This is a fairly dishonest response. When your point is refuted, suddenly those games don't matter? The only thing you've implied that matters to you is "AAA titles" and "sequels." I've listed both, and you dismiss them entirely because "they don't matter." Why don't they matter, exactly? Because they disprove your point?
Realistically, Final Fantasy XV actually began development around 2012-2013 when Tabata took over Nomura's role as director of the project. So the title took about 4 years of development time. Pretty reasonable, if you ask me.The fact is that FFXV was announced as versus XIII 10 years before it was released. No amount of sequels and spinoffs released in the interim is going to erase that.
I'm not even sure what you're complaining about here. That the original Versus XIII got scrapped? Okay, but that happens all the time in game development. That it took too long to develop? Okay, but it did eventually get released and we're nearly 2.5 years removed from its launch now. Or are you complaining that it took too long in between the other mainline games? Okay, well it actually came out 3 years after the relaunch of FFXIV, which itself came out 3 years after FFXIII. So each mainline title has actually had a pretty reasonable development time.
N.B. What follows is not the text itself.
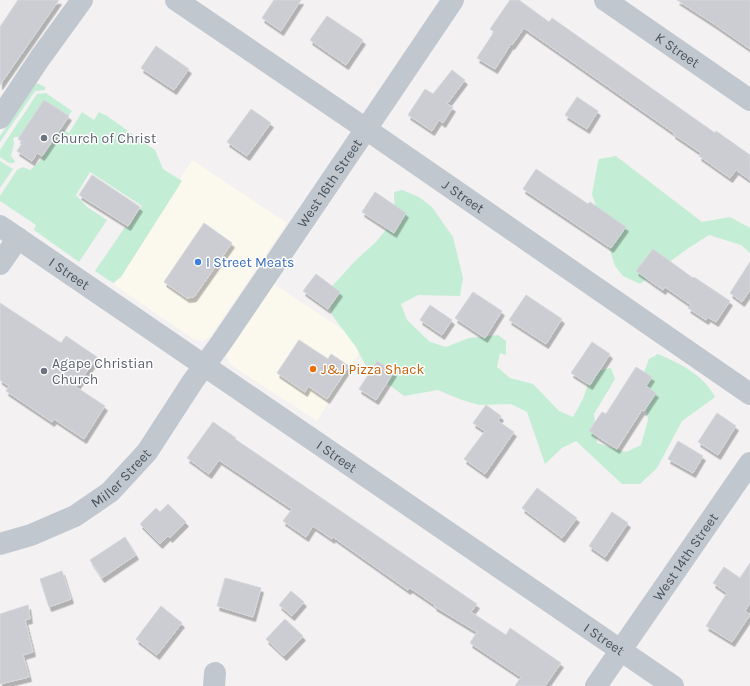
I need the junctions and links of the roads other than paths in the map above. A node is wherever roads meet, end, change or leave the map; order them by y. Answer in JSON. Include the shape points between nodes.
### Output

So if the argument is about the quality of the title rather than the amount of time it takes for them to come out, then the development time is irrelevant right? Would you complain if Square Enix took 9 years to develop Final Fantasy XVI and it ended up being one of the greatest games of all time? I would wager the answer is no.And speaking of premises, your notion that the time between releases is one of the biggest complaints for recent FF games is pretty hard for me to swallow. The only reason that time between releases becomes a cause of complaint in when the quality of the final product is disappointing after the wait. Persona 5 was released 8 1/2 years after Persona 4. I didn't complain, because it didn't disappoint.